● **TASK DESCRIPTION**
Scan the records for the word "highway". Report each line where it occurs.

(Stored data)

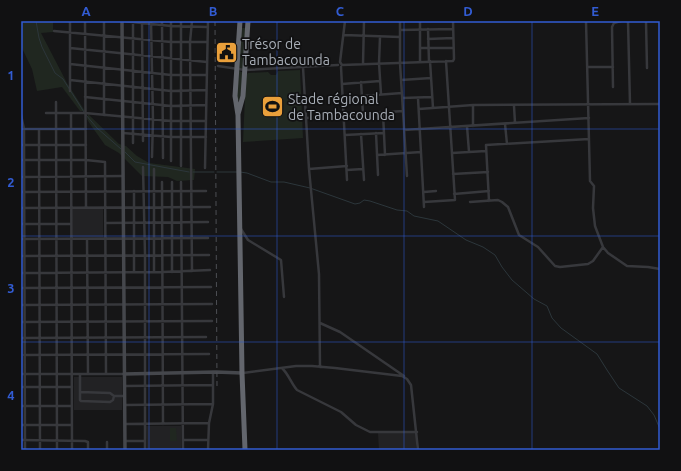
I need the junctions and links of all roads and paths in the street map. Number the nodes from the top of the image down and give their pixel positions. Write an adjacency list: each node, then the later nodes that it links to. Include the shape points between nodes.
1 (70, 21): 35 (street)
2 (85, 21): 36 (street)
3 (104, 21): 37 (street)
4 (122, 21): 22 (street); 42 (street)
5 (162, 21): 25 (street)
6 (171, 21): 26 (street)
7 (181, 21): 27 (street)
8 (192, 21): 28 (street)
9 (208, 21): 29 (street)
10 (240, 21): 83 (highway)
11 (248, 21): 85 (highway)
12 (345, 21): 13 (street); 38 (street)
13 (353, 21)
14 (364, 21): 39 (street)
15 (400, 21): 32 (street)
16 (420, 21): 33 (street)
17 (453, 21): 31 (street)
18 (586, 21): 79 (street)
19 (622, 21): 80 (street, via 614,23 612,27)
20 (628, 21): 126 (street)
21 (646, 21): 82 (street)
22 (133, 22): 23 (street); 44 (street)
23 (142, 22): 24 (street); 46 (street)
24 (151, 23): 25 (street); 47 (street)
25 (162, 26): 26 (street); 48 (street)
26 (171, 26): 27 (street); 49 (street)
27 (181, 27): 28 (street); 50 (street)
28 (192, 27): 29 (street); 51 (street)
29 (207, 27): 52 (street)
30 (428, 29): 31 (street); 33 (street); 45 (street)
31 (453, 29): 43 (street)
32 (400, 30): 33 (street); 41 (street)
33 (420, 30): 54 (street)
34 (54, 31): 35 (street)
35 (70, 32): 36 (street); 53 (street)
36 (85, 34): 37 (street); 57 (street)
37 (104, 36): 42 (street); 58 (street)
38 (344, 36): 39 (street); 75 (street)
39 (364, 36): 40 (street); 74 (street)
40 (380, 37): 41 (street); 71 (street)
41 (400, 37): 72 (street)
42 (122, 38): 44 (street); 59 (street)
43 (453, 38): 45 (street); 56 (street)
44 (133, 39): 46 (street); 60 (street)
45 (428, 39): 55 (street)
46 (142, 40): 47 (street); 61 (street)
47 (151, 41): 48 (street); 62 (street)
48 (162, 42): 49 (street); 63 (street)
49 (171, 42): 50 (street); 64 (street)
50 (181, 42): 51 (street); 65 (street)
51 (190, 42): 52 (street); 66 (street)
52 (207, 42): 68 (street)
53 (70, 48): 57 (street); 73 (street)
54 (420, 48): 55 (street); 69 (street)
55 (428, 48): 56 (street); 70 (street)
56 (454, 48): 67 (street, via 454,60)
57 (85, 49): 58 (street); 76 (street)
58 (104, 51): 59 (street); 81 (street)
59 (122, 53): 60 (street); 84 (street)
60 (133, 54): 61 (street); 86 (street)
61 (142, 55): 62 (street); 87 (street)
62 (152, 56): 63 (street); 88 (street)
63 (162, 57): 64 (street); 89 (street)
64 (171, 58): 65 (street); 91 (street)
65 (181, 59): 66 (street); 92 (street)
66 (191, 60): 68 (street); 90 (street)
67 (446, 61): 70 (street); 136 (street)
68 (207, 62): 93 (street)
69 (420, 62): 70 (street); 72 (street)
70 (429, 62): 94 (street)
71 (379, 63): 72 (street); 74 (street); 97 (street)
72 (400, 63): 96 (street)
73 (70, 64): 76 (street); 95 (street)
74 (363, 64): 75 (street)
75 (340, 65): 78 (street); 101 (street)
76 (85, 66): 81 (street); 98 (street)
77 (218, 66): 83 (street)
78 (303, 67): 85 (street); 152 (street)
79 (587, 67): 80 (street); 130 (street)
80 (613, 67): 104 (street)
81 (104, 68): 84 (street); 100 (street)
82 (647, 68)
83 (237, 69): 85 (street); 148 (highway, via 235,99)
84 (122, 70): 86 (street); 102 (street)
85 (245, 70): 148 (highway, via 243,96)
86 (133, 71): 87 (street); 103 (street)
87 (142, 72): 88 (street); 105 (street)
88 (152, 73): 89 (street); 106 (street)
89 (162, 74): 91 (street); 107 (street)
90 (191, 74): 92 (street); 93 (street); 108 (street)
91 (171, 75): 92 (street); 111 (street)
92 (181, 75): 112 (street)
93 (207, 75): 109 (street)
94 (431, 78): 96 (street); 117 (street)
95 (70, 80): 98 (street); 110 (street)
96 (401, 80): 113 (street)
97 (380, 81): 99 (street); 114 (street)
98 (85, 82): 100 (street); 116 (street)
99 (361, 82): 101 (street); 115 (street)
100 (104, 84): 102 (street); 120 (street)
101 (342, 84): 149 (street)
102 (122, 85): 103 (street); 121 (street)
103 (133, 87): 105 (street); 123 (street)
104 (613, 87)
105 (143, 88): 106 (street); 124 (street)
106 (152, 89): 107 (street); 125 (street)
107 (162, 90): 111 (street); 128 (street)
108 (191, 90): 109 (street); 112 (street); 133 (street)
109 (206, 90): 129 (street)
110 (70, 91)
111 (171, 91): 112 (street); 131 (street)
112 (181, 91): 132 (street)
113 (402, 93): 114 (street); 118 (street)
114 (381, 94): 115 (street)
115 (362, 96): 145 (street)
116 (85, 97): 120 (street); 143 (street)
117 (432, 97): 119 (street); 137 (street)
118 (402, 98): 119 (street); 139 (street)
119 (418, 98): 138 (street)
120 (104, 99): 121 (street); 147 (street)
121 (122, 101): 123 (street); 150 (street)
122 (56, 102): 141 (street)
123 (133, 102): 124 (street); 151 (street)
124 (143, 103): 125 (street); 154 (street)
125 (152, 104): 128 (street); 155 (street)
126 (630, 104): 127 (street); 130 (street)
127 (660, 104)
128 (162, 105): 131 (street); 156 (street)
129 (206, 105): 133 (street); 160 (street)
130 (588, 105): 135 (street); 153 (street)
131 (171, 106): 132 (street); 157 (street)
132 (181, 106): 133 (street); 158 (street)
133 (191, 106): 159 (street)
134 (473, 106): 135 (street); 136 (street); 164 (street)
135 (514, 106): 161 (street)
136 (449, 107): 137 (street); 165 (street)
137 (433, 108): 138 (street)
138 (418, 109): 171 (street)
139 (403, 111): 144 (street); 172 (street)
140 (46, 113): 141 (street)
141 (56, 113): 142 (street); 168 (street)
142 (70, 113): 143 (street); 169 (street)
143 (86, 113): 147 (street); 170 (street)
144 (382, 113): 145 (street); 176 (street)
145 (363, 114): 149 (street)
146 (21, 115): 166 (street)
147 (104, 115): 150 (street)
148 (238, 115): 286 (highway)
149 (344, 115): 152 (street); 180 (street)
150 (123, 116): 151 (street); 173 (street)
151 (133, 118): 154 (street); 174 (street)
152 (306, 118): 215 (street)
153 (589, 118): 161 (street); 186 (street)
154 (143, 119): 155 (street); 177 (street)
155 (153, 120): 156 (street); 179 (street)
156 (163, 121): 157 (street); 181 (street)
157 (171, 121): 158 (street); 182 (street)
158 (181, 121): 159 (street); 185 (street)
159 (191, 121): 160 (street); 183 (street)
160 (206, 121): 184 (street)
161 (515, 123): 162 (street)
162 (505, 124): 164 (street); 190 (street)
163 (467, 126): 164 (street); 165 (street); 197 (street)
164 (473, 126)
165 (450, 127): 171 (street); 199 (street)
166 (22, 129): 167 (street); 191 (street)
167 (40, 129): 168 (street); 192 (street)
168 (56, 129): 169 (street); 193 (street)
169 (71, 129): 170 (street); 194 (street)
170 (86, 129): 189 (street)
171 (420, 129): 172 (street); 196 (street)
172 (404, 130): 198 (street)
173 (123, 132): 174 (street); 226 (street)
174 (133, 133): 177 (street); 188 (street)
175 (376, 133): 176 (street); 178 (street); 201 (street)
176 (384, 133): 200 (street)
177 (143, 134): 179 (street); 187 (street)
178 (361, 134): 180 (street); 216 (street)
179 (153, 135): 181 (street); 202 (street)
180 (345, 135): 211 (street)
181 (163, 136): 182 (street); 203 (street)
182 (171, 137): 185 (street); 209 (street)
183 (191, 137): 184 (street); 185 (street); 241 (street)
184 (206, 137): 213 (street)
185 (181, 138): 210 (street)
186 (589, 139): 190 (street); 302 (street, via 590,181 594,186 594,220)
187 (143, 141)
188 (133, 143)
189 (86, 144): 194 (street); 208 (street)
190 (507, 144): 195 (street, via 486,145)
191 (22, 145): 192 (street); 204 (street)
192 (40, 145): 193 (street); 205 (street)
193 (56, 145): 194 (street); 206 (street)
194 (71, 145): 207 (street)
195 (486, 151): 197 (street); 218 (street)
196 (421, 152): 198 (street); 251 (street)
197 (469, 152): 199 (street)
198 (406, 153): 200 (street); 227 (street)
199 (452, 153): 219 (street)
200 (385, 154): 201 (street)
201 (377, 155): 220 (street)
202 (152, 156)
203 (163, 158)
204 (22, 160): 205 (street); 228 (street)
205 (40, 160): 206 (street); 221 (street)
206 (56, 160): 207 (street); 222 (street)
207 (71, 160): 208 (street); 223 (street)
208 (86, 160): 224 (street); 225 (street, via 105,162)
209 (171, 160)
210 (181, 166)
211 (347, 166): 215 (street); 217 (street)
212 (142, 167): 236 (street)
213 (205, 168)
214 (154, 169): 237 (street)
215 (310, 169): 368 (street, via 319,274)
216 (363, 169): 217 (street); 230 (street)
217 (347, 170): 229 (street)
218 (488, 172): 219 (street); 244 (street)
219 (453, 174): 252 (street)
220 (378, 175)
221 (40, 176): 222 (street); 228 (street); 246 (street)
222 (56, 176): 223 (street); 247 (street)
223 (71, 176): 224 (street); 248 (street)
224 (86, 176): 225 (street); 249 (street)
225 (106, 176): 226 (street); 250 (street)
226 (123, 176): 234 (street)
227 (407, 176)
228 (22, 177): 245 (street)
229 (348, 180)
230 (364, 180)
231 (162, 182): 238 (street)
232 (172, 182): 239 (street)
233 (181, 182): 240 (street)
234 (123, 191): 235 (street); 250 (street); 259 (street)
235 (134, 191): 236 (street); 260 (street)
236 (143, 191): 237 (street); 261 (street)
237 (154, 191): 238 (street); 262 (street)
238 (162, 191): 239 (street); 263 (street)
239 (172, 191): 240 (street); 264 (street)
240 (182, 191): 241 (street); 265 (street)
241 (192, 191): 242 (street); 266 (street)
242 (206, 191)
243 (436, 191): 251 (street)
244 (489, 191): 252 (street); 253 (street)
245 (22, 192): 246 (street); 269 (street)
246 (40, 192): 247 (street); 270 (street)
247 (56, 192): 248 (street); 271 (street)
248 (71, 192): 249 (street); 256 (street)
249 (86, 192): 250 (street); 257 (street)
250 (106, 192): 258 (street)
251 (424, 192): 254 (street)
252 (454, 194): 254 (street, via 455,200)
253 (490, 201): 255 (street); 302 (street, via 498,200 506,205 519,235 538,247 555,266 588,264)
254 (424, 202): 268 (street)
255 (470, 202)
256 (71, 207): 257 (street); 271 (street); 285 (street)
257 (86, 207): 258 (street)
258 (106, 207): 259 (street); 279 (street)
259 (123, 207): 260 (street); 280 (street)
260 (134, 207): 261 (street); 272 (street)
261 (144, 207): 262 (street); 281 (street)
262 (154, 207): 263 (street); 273 (street)
263 (162, 207): 264 (street); 274 (street)
264 (172, 207): 265 (street); 275 (street)
265 (182, 207): 266 (street); 276 (street)
266 (192, 207): 267 (street); 277 (street)
267 (210, 207)
268 (424, 207)
269 (23, 208): 270 (street); 282 (street)
270 (40, 208): 271 (street); 283 (street)
271 (56, 208): 284 (street)
272 (134, 222): 280 (street); 281 (street); 297 (street)
273 (154, 222): 274 (street); 281 (street); 299 (street)
274 (162, 222): 275 (street); 300 (street)
275 (172, 222): 276 (street); 301 (street)
276 (182, 222): 277 (street); 287 (street)
277 (192, 222): 278 (street); 288 (street)
278 (208, 222)
279 (106, 223): 280 (street); 295 (street)
280 (123, 223): 296 (street)
281 (144, 223): 298 (street)
282 (23, 224): 283 (street); 290 (street)
283 (40, 224): 284 (street); 291 (street)
284 (56, 224): 285 (street); 292 (street)
285 (71, 224): 293 (street)
286 (240, 228): 345 (street, via 248,240 281,260); 397 (highway)
287 (182, 238): 288 (street); 301 (street); 310 (street)
288 (192, 238): 289 (street); 311 (street)
289 (208, 238)
290 (23, 239): 291 (street); 313 (street)
291 (40, 239): 292 (street); 314 (street)
292 (56, 239): 293 (street); 315 (street)
293 (71, 239): 294 (street); 316 (street)
294 (87, 239): 295 (street); 317 (street)
295 (106, 239): 296 (street); 303 (street)
296 (123, 239): 297 (street); 304 (street)
297 (134, 239): 298 (street); 305 (street)
298 (144, 239): 299 (street); 306 (street)
299 (154, 239): 300 (street); 307 (street)
300 (162, 239): 301 (street); 308 (street)
301 (172, 239): 309 (street)
302 (603, 247): 318 (street, via 627,266)
303 (106, 255): 304 (street); 317 (street); 324 (street)
304 (124, 255): 305 (street); 325 (street)
305 (134, 255): 306 (street); 326 (street)
306 (145, 255): 307 (street); 327 (street)
307 (154, 255): 308 (street); 328 (street)
308 (162, 255): 309 (street); 329 (street)
309 (172, 255): 310 (street); 330 (street)
310 (182, 255): 311 (street); 331 (street)
311 (192, 255): 312 (street); 320 (street)
312 (208, 255)
313 (23, 256): 314 (street); 332 (street)
314 (40, 256): 315 (street); 333 (street)
315 (56, 256): 316 (street); 321 (street)
316 (71, 256): 317 (street); 322 (street)
317 (87, 256): 323 (street)
318 (660, 269)
319 (210, 270): 320 (street)
320 (192, 271): 331 (street)
321 (56, 272): 322 (street); 333 (street); 337 (street)
322 (71, 272): 323 (street); 338 (street)
323 (87, 272): 324 (street); 339 (street)
324 (106, 272): 325 (street); 340 (street)
325 (124, 272): 326 (street); 341 (street)
326 (134, 272): 327 (street)
327 (144, 272): 328 (street); 342 (street)
328 (154, 272): 329 (street)
329 (163, 272): 330 (street); 343 (street)
330 (172, 272): 331 (street)
331 (182, 272): 344 (street)
332 (23, 273): 333 (street); 335 (street)
333 (40, 273): 336 (street)
334 (210, 287): 344 (street)
335 (23, 288): 336 (street); 352 (street)
336 (40, 288): 337 (street); 353 (street)
337 (56, 288): 338 (street); 354 (street)
338 (72, 288): 339 (street); 355 (street)
339 (88, 288): 340 (street); 356 (street)
340 (106, 288): 341 (street); 346 (street)
341 (124, 288): 342 (street); 347 (street)
342 (144, 288): 343 (street); 348 (street)
343 (163, 288): 344 (street); 349 (street)
344 (182, 288): 350 (street)
345 (284, 297)
346 (106, 304): 347 (street); 356 (street); 357 (street)
347 (124, 304): 348 (street); 367 (street)
348 (144, 304): 349 (street); 358 (street)
349 (163, 304): 350 (street); 359 (street)
350 (182, 304): 351 (street); 360 (street)
351 (212, 304)
352 (23, 305): 353 (street); 362 (street)
353 (40, 305): 354 (street); 363 (street)
354 (56, 305): 355 (street); 364 (street)
355 (72, 305): 356 (street); 365 (street)
356 (87, 305): 366 (street)
357 (106, 321): 366 (street); 367 (street); 377 (street)
358 (144, 321): 359 (street); 367 (street); 379 (street)
359 (163, 321): 360 (street); 369 (street)
360 (182, 321): 361 (street); 370 (street)
361 (212, 321)
362 (23, 322): 363 (street); 372 (street)
363 (40, 322): 364 (street); 373 (street)
364 (56, 322): 365 (street); 374 (street)
365 (72, 322): 366 (street); 375 (street)
366 (87, 322): 376 (street)
367 (124, 322): 378 (street)
368 (320, 323): 391 (street); 406 (street, via 340,332)
369 (163, 337): 370 (street); 379 (street); 383 (street)
370 (182, 337): 371 (street); 384 (street)
371 (206, 337)
372 (23, 338): 373 (street); 386 (street)
373 (40, 338): 374 (street); 387 (street)
374 (56, 338): 375 (street); 388 (street)
375 (72, 338): 376 (street); 389 (street)
376 (88, 338): 377 (street); 390 (street)
377 (106, 338): 378 (street); 380 (street)
378 (124, 338): 379 (street); 381 (street)
379 (145, 338): 382 (street)
380 (106, 354): 381 (street); 390 (street); 404 (street)
381 (124, 354): 382 (street); 405 (street)
382 (145, 354): 383 (street); 394 (street)
383 (163, 354): 384 (street); 395 (street)
384 (182, 354): 385 (street); 396 (street)
385 (210, 354)
386 (24, 355): 387 (street); 398 (street)
387 (40, 355): 388 (street); 399 (street)
388 (56, 355): 389 (street); 400 (street)
389 (72, 355): 390 (street); 401 (street)
390 (88, 355): 403 (street)
391 (320, 367): 392 (street); 406 (street, via 402,376)
392 (282, 368): 397 (street); 437 (street, via 297,390 341,412 356,425 370,432)
393 (213, 372): 396 (street); 397 (street); 407 (street)
394 (145, 373): 395 (street); 405 (street); 409 (street)
395 (163, 373): 396 (street); 410 (street)
396 (182, 373): 411 (street)
397 (242, 373): 457 (highway)
398 (23, 374): 399 (street); 412 (street)
399 (40, 374): 400 (street); 413 (street)
400 (56, 374): 401 (street); 414 (street)
401 (72, 374): 402 (street); 415 (street)
402 (80, 374): 403 (street); 416 (street)
403 (88, 374): 404 (street)
404 (106, 374): 405 (street)
405 (124, 374): 408 (street)
406 (407, 379): 437 (street, via 412,385)
407 (213, 385): 411 (street); 421 (street)
408 (124, 386): 409 (street); 418 (street)
409 (145, 386): 410 (street); 423 (street)
410 (164, 386): 411 (street); 419 (street)
411 (183, 386): 420 (street)
412 (23, 387): 413 (street); 424 (street)
413 (40, 387): 414 (street); 425 (street)
414 (56, 387): 415 (street); 426 (street)
415 (72, 387): 427 (street)
416 (80, 392): 417 (street, via 110,393); 417 (street, via 80,400 83,402 110,402)
417 (114, 396): 418 (street)
418 (124, 396): 422 (street)
419 (163, 404): 420 (street); 423 (street); 431 (street)
420 (182, 404): 421 (street); 432 (street)
421 (213, 404): 428 (street)
422 (124, 405): 423 (street); 429 (street)
423 (145, 405): 430 (street)
424 (23, 406): 425 (street); 433 (street)
425 (40, 406): 426 (street); 434 (street)
426 (56, 406): 427 (street); 435 (street)
427 (72, 406): 436 (street)
428 (209, 423): 432 (street); 442 (street)
429 (124, 424): 430 (street); 444 (street)
430 (145, 424): 431 (street); 445 (street)
431 (164, 424): 432 (street)
432 (182, 424): 441 (street)
433 (23, 425): 434 (street); 438 (street)
434 (40, 425): 435 (street); 439 (street)
435 (56, 425): 436 (street); 440 (street)
436 (72, 425): 443 (street)
437 (417, 432): 458 (street)
438 (23, 440): 439 (street); 447 (street)
439 (40, 440): 440 (street); 448 (street)
440 (56, 440): 443 (street); 449 (street)
441 (183, 440): 442 (street); 455 (street)
442 (208, 440): 456 (street)
443 (72, 441): 450 (street); 451 (street, via 87,441)
444 (124, 441): 445 (street); 453 (street)
445 (145, 441): 454 (street)
446 (107, 442): 452 (street)
447 (25, 450)
448 (40, 450)
449 (56, 450)
450 (72, 450)
451 (88, 450)
452 (107, 450)
453 (125, 450)
454 (145, 450)
455 (183, 450)
456 (208, 450)
457 (245, 450)
458 (418, 450)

● **ANSWER TO THIS PROBLEM**
10 (240, 21): 83 (highway)
11 (248, 21): 85 (highway)
83 (237, 69): 85 (street); 148 (highway, via 235,99)
85 (245, 70): 148 (highway, via 243,96)
148 (238, 115): 286 (highway)
286 (240, 228): 345 (street, via 248,240 281,260); 397 (highway)
397 (242, 373): 457 (highway)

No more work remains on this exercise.